T. Damak, S. Houidi, M. A. Ben Ayed, N. Masmoudi

**Abstract**—The Versatile Video Coding standard (VVC) is actually under development by the Joint Video Exploration Team (or JVET). An Adaptive Multiple Transforms (AMT) approach was announced. It is based on different transform modules that provided an efficient coding. However, the AMT solution raises several issues especially regarding the complexity of the selected set of transforms. This can be an important issue, particularly for a future industrial adoption. This paper proposed an efficient hardware implementation of the most used transform in AMT approach: the DCT II. The developed circuit is adapted to different block sizes and can reach a minimum frequency of 192 MHz allowing an optimized execution time.

Keywords-AMT, DCT II, hardware, transform, VVC.

#### I. INTRODUCTION

VIDEO data are the fastest growing data type on the Internet, and arguably one of the fastest growing periods. Therefore the video compression standards are evolved rapidly. The VVC [1] is the latest video compression standard under elaboration by the MPEG and the ITU. They have jointly launched the JVET to prepare the next generation of video coding standard. The VVC raises the video compression complexity algorithms in order to reach efficient compression ratio while maintaining the same video quality. One of the new algorithms introduced in the VVC codec is the AMT [2]. Despite the provided coding efficiency, the AMT algorithms raise several issues especially regarding the complexity of the selected set of transforms. Five different kinds of transform are applied depending on the selected prediction mode of the corresponding block.

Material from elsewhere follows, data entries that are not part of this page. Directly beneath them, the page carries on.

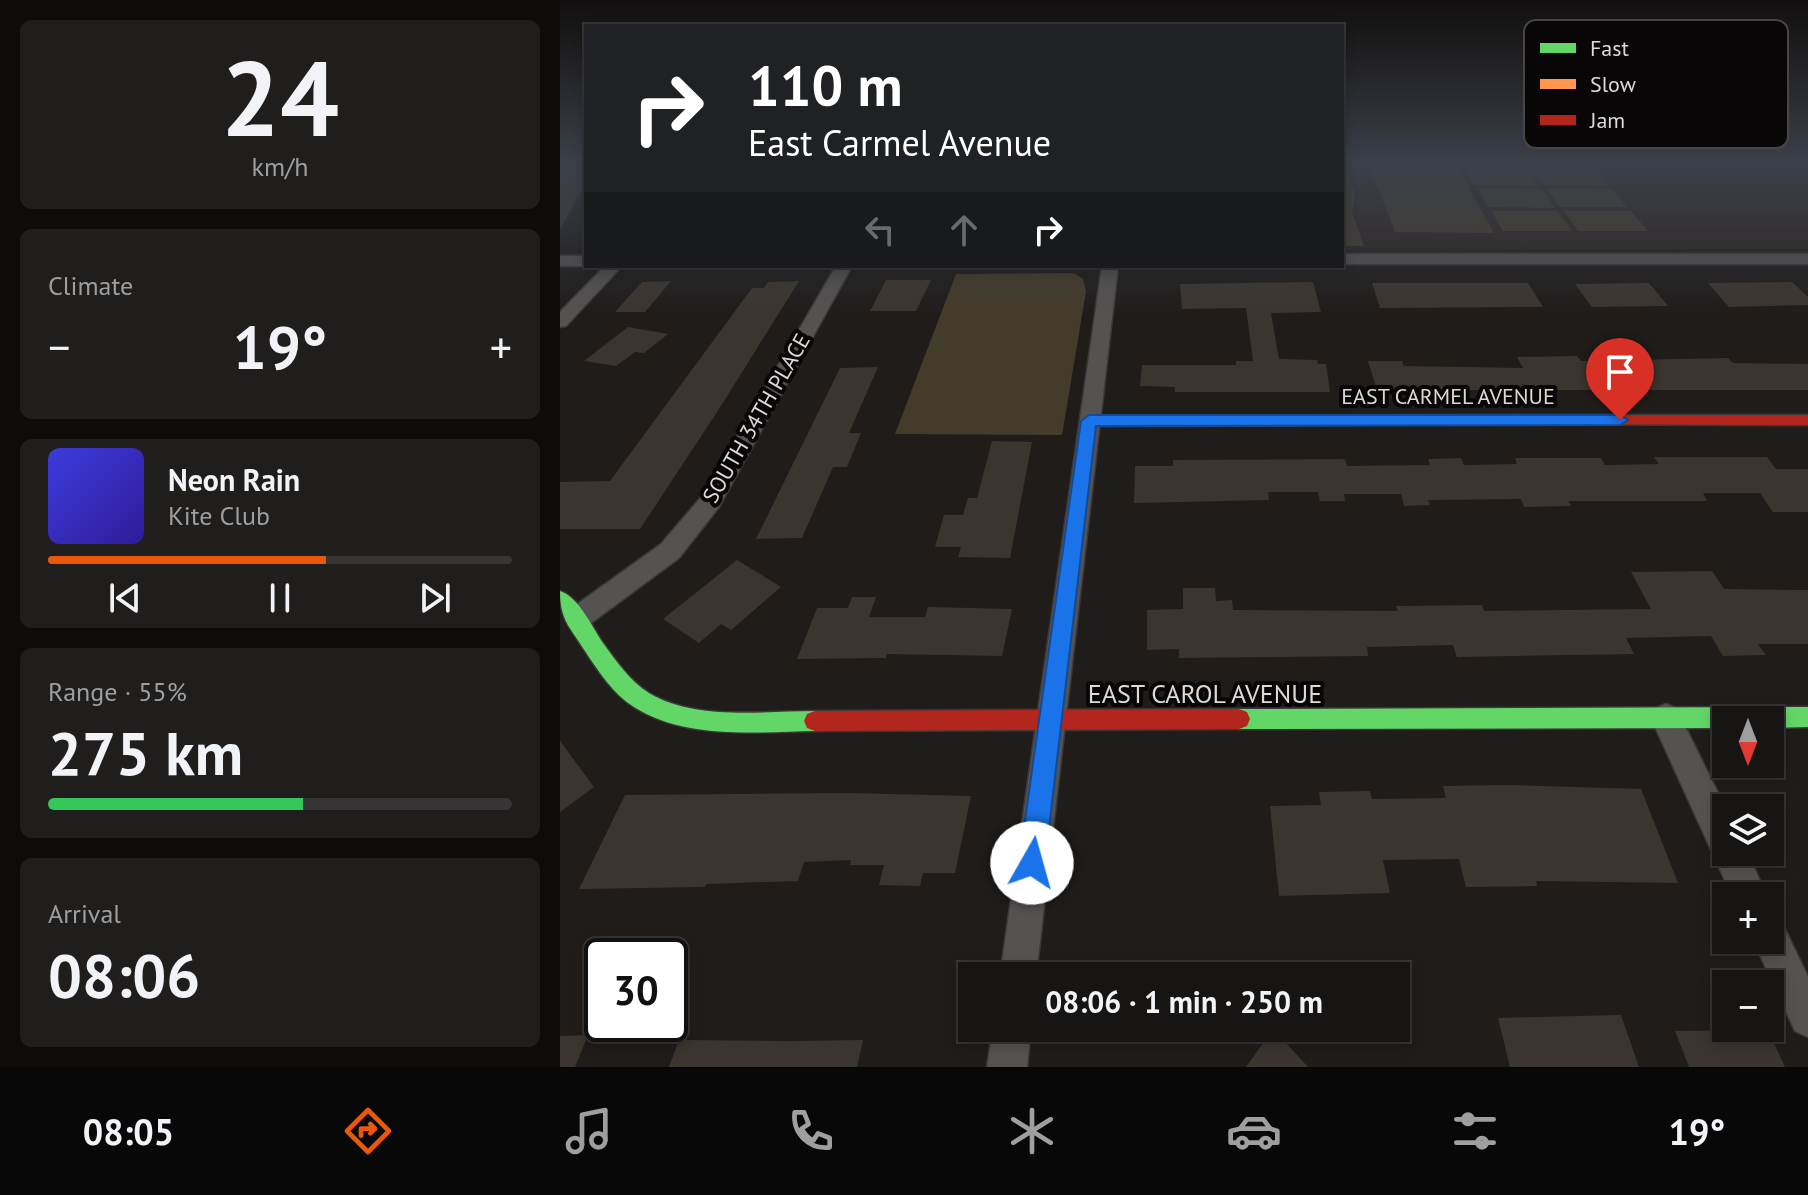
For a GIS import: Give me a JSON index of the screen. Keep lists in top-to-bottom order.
{
  "streets": {
    "street": ["EAST CARMEL AVENUE", "SOUTH 34TH PLACE", "EAST CAROL AVENUE"]
  },
  "crossings": [
    ["SOUTH 34TH PLACE", "EAST CAROL AVENUE"]
  ],
  "legend": ["Fast", "Slow", "Jam"],
  "north": "bottom",
  "page": {
    "tile": [
      ["24", "km/h"],
      "Climate",
      ["Range · 55%", "275 km"],
      ["Arrival", "08:06"]
    ],
    "turn": ["110 m", "East Carmel Avenue"],
    "heat": ["−", "19°", "+"],
    "song": ["Neon Rain", "Kite Club"],
    "map_buttons": ["+", "−"],
    "limit": "30",
    "trip": "08:06 · 1 min · 250 m",
    "tabs": ["08:05", "19°"]
  }
}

A recent statistical study on the VVC complexity was done in [3]. This study presented the percentage of use of each transform type for all sizes. Different videos were tested in different QP cases. The results showed that Discrete Cosine Transform (DCT) II is the most used in the AMT module and for more than 99.1% of the cases the size of the transform unit (TU) had never exceeded 64. Based on this statistical study, we have elaborated all sizes of DCT II transform expect for size 128 mainly because of its lack of use and the challenged complexity of its implementation.

In this work, we present hardware architecture description of the block sized: 4, 8, 16, 32, and 64 of DCT II transform for future VVC standard.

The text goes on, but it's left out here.